Items from a data source
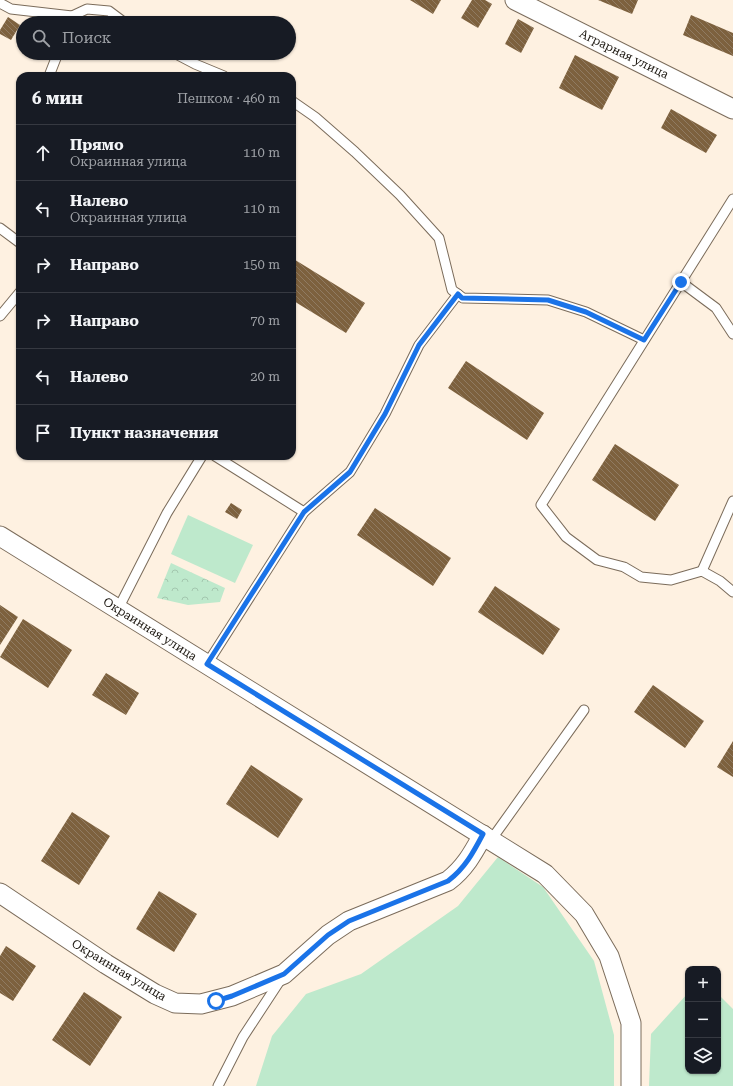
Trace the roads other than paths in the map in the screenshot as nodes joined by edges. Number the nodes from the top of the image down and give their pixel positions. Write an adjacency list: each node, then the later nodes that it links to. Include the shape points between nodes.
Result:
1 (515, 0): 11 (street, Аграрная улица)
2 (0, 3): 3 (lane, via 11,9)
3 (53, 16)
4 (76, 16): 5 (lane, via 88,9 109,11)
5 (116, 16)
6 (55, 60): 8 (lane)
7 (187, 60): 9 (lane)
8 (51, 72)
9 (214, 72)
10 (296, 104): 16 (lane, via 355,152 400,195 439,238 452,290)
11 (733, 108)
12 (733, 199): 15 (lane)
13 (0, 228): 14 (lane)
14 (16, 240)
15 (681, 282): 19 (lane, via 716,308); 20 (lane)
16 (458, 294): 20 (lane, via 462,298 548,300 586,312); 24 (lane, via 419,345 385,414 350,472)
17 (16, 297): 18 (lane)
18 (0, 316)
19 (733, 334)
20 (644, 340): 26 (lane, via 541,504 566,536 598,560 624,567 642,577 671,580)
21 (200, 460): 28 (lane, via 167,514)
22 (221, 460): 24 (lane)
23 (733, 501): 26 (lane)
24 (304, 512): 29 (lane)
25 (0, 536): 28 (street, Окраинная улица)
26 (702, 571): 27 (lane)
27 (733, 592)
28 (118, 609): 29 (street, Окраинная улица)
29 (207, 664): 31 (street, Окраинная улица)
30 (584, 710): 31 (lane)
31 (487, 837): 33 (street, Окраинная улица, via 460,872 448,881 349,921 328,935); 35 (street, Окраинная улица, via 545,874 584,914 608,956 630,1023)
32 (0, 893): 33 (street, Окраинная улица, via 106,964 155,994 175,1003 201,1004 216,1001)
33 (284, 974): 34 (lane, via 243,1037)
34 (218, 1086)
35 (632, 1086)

**Work request:**
Exactly reproduce each entry, but drop the pictures.

**Output below:**
Trace the roads other than paths in the map in the screenshot as nodes joined by edges. Number the nodes from the top of the image down and give their pixel positions. Write an adjacency list: each node, then the later nodes that it links to. Include the shape points between nodes.
Result:
1 (515, 0): 11 (street, Аграрная улица)
2 (0, 3): 3 (lane, via 11,9)
3 (53, 16)
4 (76, 16): 5 (lane, via 88,9 109,11)
5 (116, 16)
6 (55, 60): 8 (lane)
7 (187, 60): 9 (lane)
8 (51, 72)
9 (214, 72)
10 (296, 104): 16 (lane, via 355,152 400,195 439,238 452,290)
11 (733, 108)
12 (733, 199): 15 (lane)
13 (0, 228): 14 (lane)
14 (16, 240)
15 (681, 282): 19 (lane, via 716,308); 20 (lane)
16 (458, 294): 20 (lane, via 462,298 548,300 586,312); 24 (lane, via 419,345 385,414 350,472)
17 (16, 297): 18 (lane)
18 (0, 316)
19 (733, 334)
20 (644, 340): 26 (lane, via 541,504 566,536 598,560 624,567 642,577 671,580)
21 (200, 460): 28 (lane, via 167,514)
22 (221, 460): 24 (lane)
23 (733, 501): 26 (lane)
24 (304, 512): 29 (lane)
25 (0, 536): 28 (street, Окраинная улица)
26 (702, 571): 27 (lane)
27 (733, 592)
28 (118, 609): 29 (street, Окраинная улица)
29 (207, 664): 31 (street, Окраинная улица)
30 (584, 710): 31 (lane)
31 (487, 837): 33 (street, Окраинная улица, via 460,872 448,881 349,921 328,935); 35 (street, Окраинная улица, via 545,874 584,914 608,956 630,1023)
32 (0, 893): 33 (street, Окраинная улица, via 106,964 155,994 175,1003 201,1004 216,1001)
33 (284, 974): 34 (lane, via 243,1037)
34 (218, 1086)
35 (632, 1086)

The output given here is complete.